Monday 2 September 2013

Buying Gold Tax Efficiently

Kitco tells me that Gold when priced in USD’s closed on Friday at a nominal $1,395.50.  Convert that into GBP’s and you’re looking at a Nominal Gold Price of £899.35.  Staying in Sterling that is a Nominal Gold month on month price rise of 6.1% and a year on year price fall of 13.1%.  The chart below shows the Nominal Monthly Gold Price in £’s since 1979.

Monthly Gold Prices in £’s
Click to enlarge

If we then adjust this Gold chart for the continual devaluation of Sterling through inflation we can see Real Gold Prices which are shown in the chart below.  If this is of particular interest then you might also be interested in understanding if Gold can protect UK Investors from inflation.  The key Real Monthly Gold Price metrics are:

  • Real Gold Peak Price was £1,196.28 in January 1980.  At £899.35 we are 24.8% below that peak today.
  • The long run Real average is £544.05 which is therefore still indicating a very large potential overvaluation.
  • The trendline indicates the Real Gold Price should today be £515.36 which would indicate even further overvaluation.  

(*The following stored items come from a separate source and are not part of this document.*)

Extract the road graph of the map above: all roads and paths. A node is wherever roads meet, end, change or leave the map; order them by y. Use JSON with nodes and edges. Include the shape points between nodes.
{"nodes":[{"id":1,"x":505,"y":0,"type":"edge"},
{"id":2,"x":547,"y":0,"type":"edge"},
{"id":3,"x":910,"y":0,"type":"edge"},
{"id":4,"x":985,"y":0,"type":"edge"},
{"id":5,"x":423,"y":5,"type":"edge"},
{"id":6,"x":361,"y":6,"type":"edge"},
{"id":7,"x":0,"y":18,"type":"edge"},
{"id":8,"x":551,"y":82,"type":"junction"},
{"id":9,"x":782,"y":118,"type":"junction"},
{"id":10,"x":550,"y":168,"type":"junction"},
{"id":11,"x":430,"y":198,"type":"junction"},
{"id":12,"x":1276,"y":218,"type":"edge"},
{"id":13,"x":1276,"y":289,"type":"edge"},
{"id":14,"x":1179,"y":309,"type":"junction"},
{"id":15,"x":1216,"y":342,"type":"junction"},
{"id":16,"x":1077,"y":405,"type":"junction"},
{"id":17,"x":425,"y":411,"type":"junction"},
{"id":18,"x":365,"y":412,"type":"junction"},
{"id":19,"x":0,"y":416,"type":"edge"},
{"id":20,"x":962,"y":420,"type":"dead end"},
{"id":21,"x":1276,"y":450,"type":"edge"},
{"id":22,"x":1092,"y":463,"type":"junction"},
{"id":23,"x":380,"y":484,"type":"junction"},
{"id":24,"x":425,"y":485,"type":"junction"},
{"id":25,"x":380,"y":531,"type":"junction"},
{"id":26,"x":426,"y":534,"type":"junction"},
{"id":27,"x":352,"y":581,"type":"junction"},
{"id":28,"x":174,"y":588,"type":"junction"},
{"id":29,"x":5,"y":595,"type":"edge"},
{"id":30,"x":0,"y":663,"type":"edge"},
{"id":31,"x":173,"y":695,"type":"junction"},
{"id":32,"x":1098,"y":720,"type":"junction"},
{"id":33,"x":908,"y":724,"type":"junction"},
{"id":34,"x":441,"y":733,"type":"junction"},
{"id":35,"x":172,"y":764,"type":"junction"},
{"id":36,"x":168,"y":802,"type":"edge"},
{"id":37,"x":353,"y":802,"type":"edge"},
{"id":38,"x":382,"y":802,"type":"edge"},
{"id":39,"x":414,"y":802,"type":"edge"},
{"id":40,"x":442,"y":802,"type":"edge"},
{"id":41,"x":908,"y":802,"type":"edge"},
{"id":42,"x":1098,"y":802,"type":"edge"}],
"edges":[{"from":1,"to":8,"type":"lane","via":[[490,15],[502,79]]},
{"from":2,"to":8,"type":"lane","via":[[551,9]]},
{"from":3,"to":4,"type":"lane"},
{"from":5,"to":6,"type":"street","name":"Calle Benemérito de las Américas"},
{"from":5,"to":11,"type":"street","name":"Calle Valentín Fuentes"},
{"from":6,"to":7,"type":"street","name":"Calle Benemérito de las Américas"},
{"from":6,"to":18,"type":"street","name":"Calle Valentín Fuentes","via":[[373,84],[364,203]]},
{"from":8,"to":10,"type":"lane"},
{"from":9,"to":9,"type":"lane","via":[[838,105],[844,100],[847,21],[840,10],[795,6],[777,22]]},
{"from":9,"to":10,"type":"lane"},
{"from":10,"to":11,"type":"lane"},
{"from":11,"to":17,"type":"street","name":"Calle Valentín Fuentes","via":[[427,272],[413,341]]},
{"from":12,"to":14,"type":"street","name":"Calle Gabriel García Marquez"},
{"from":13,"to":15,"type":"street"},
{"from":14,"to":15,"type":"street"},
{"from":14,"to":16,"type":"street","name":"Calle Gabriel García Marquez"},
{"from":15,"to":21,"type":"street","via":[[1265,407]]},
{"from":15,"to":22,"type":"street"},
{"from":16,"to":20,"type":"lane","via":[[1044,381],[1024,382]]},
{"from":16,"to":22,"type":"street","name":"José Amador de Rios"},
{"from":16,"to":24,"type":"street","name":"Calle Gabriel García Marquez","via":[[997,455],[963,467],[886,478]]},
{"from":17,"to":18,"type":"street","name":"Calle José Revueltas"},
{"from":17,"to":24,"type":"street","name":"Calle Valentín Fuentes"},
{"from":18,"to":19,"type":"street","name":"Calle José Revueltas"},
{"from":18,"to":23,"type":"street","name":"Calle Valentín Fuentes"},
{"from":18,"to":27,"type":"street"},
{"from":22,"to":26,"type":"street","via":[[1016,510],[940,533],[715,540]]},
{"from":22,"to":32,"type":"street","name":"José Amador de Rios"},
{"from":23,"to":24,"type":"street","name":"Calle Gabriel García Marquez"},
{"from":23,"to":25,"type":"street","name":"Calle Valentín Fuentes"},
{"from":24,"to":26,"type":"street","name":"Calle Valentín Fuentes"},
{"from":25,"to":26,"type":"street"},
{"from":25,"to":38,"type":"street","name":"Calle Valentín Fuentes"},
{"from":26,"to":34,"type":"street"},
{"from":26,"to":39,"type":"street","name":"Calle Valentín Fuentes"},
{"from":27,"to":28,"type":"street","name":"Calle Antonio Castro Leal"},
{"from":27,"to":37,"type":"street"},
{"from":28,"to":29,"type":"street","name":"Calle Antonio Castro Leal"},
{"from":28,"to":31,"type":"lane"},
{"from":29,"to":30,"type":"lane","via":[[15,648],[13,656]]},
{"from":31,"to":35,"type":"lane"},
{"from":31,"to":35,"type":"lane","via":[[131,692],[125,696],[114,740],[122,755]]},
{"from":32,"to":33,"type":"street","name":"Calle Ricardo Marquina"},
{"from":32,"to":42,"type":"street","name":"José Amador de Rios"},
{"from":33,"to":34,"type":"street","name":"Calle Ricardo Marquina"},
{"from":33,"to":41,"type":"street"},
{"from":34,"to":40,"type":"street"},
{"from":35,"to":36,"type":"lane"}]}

Real Monthly Gold Prices in £’s
Click to enlarge

I hold Gold within my own Low Charge Portfolio.  The target allocation is 5% of my total wealth and like all of my investments I aim to hold it as tax efficiently as possible.  Let’s have a brief look at just how crucial this is.  Let’s say you were the opposite of Gordon Brown and so while he was selling 60% of the UK’s Gold reserves at record lows between 1999 and 2002 you were buying and invested £10,000.  You might have then achieved an average buy price of around £188 meaning today you would be sitting on an asset worth some £47,900.  If you weren't tax efficiently invested, were a 40% tax payer like myself and needed to sell today then HMRC would relieve you of £7,560, even after allowing for the 2013/14 Capital Gains tax-free allowance.  Personally I’d prefer to keep that for myself.  So what options do we have?

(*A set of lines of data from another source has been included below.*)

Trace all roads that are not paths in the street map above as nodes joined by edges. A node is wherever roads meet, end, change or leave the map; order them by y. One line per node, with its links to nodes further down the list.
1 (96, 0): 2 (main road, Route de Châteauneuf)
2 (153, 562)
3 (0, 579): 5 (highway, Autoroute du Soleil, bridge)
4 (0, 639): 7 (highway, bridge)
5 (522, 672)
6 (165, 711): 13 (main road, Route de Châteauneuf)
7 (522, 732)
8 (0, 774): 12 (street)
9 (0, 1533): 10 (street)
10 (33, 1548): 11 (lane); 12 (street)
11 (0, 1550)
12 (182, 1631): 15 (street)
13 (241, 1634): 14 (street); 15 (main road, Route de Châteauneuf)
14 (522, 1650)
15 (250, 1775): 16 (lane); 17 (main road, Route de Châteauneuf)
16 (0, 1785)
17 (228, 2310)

In the UK we actually have a few options.  These include:

  1. You can just simply hold gold as mentioned above and then just sell down annually at a rate that means you don’t have gains exceeding the CGT tax-free allowance.  If you’re going to go this route via an ETC or ETF make sure it’s a UK Reporting Fund or you’re going to have a very different problem.  While I hold some gold this way it’s not my preferred option.
  2. You could buy Gold coins from a dealer like Coin Invest Direct.  Provided you buy Gold Sovereign’s (from 1837 onward) or Gold Britannia’s these coins can be sold Capital Gains Tax (CGT) free in the UK.  This is because all British legal currency is exempt from CGT.  Even though this is an attractive method from a tax perspective it is also not my preferred route for two reasons.  Firstly, the buy and sell spreads are typically wide and secondly, if you hold physical like this then you have to find somewhere to store it safely.
  3. You can simply hold approved ETC’s or ETF’s in an ISA.  This is my preferred route.  I choose to hold ETF Securities Physical Gold (ticker: PHGP), which is physically backed with allocated metal subject to LBMA rules for Good Delivery. 

My brief research of the US suggests that our US based readers don’t seem to have it so good.  One option looks to be to place it within an IRA.  Resources such as are detailing the method.  Do any US based readers have firsthand experience of gold investing tax efficiently?  It would be great to hear from you.

As always do your own research.

Assumptions include:

  • Last gold price actual taken 30 August 2013. 
  • All other prices are month averages taken from the Bank of England. 
  • August 2013 inflation is extrapolated from the Retail Prices Index (RPI).


  1. We've split our gold ETFs between one that uses a vault in London, and one that uses Zurich. You never know.

  2. What I do not understand about the adjusted price is that if gold is >70% overvalued at the moment, why is the general message that at about the current price (a tad lower) we are close to the break even production price? Does it question the validity of the inflation data, is the break even price bandied around rubbish or does it have little bearing on the value of gold (i.e. the mines and refiners simply shutdown when it goes below)? India and China still love the stuff and their population and wealth are (medium/long term) increasing.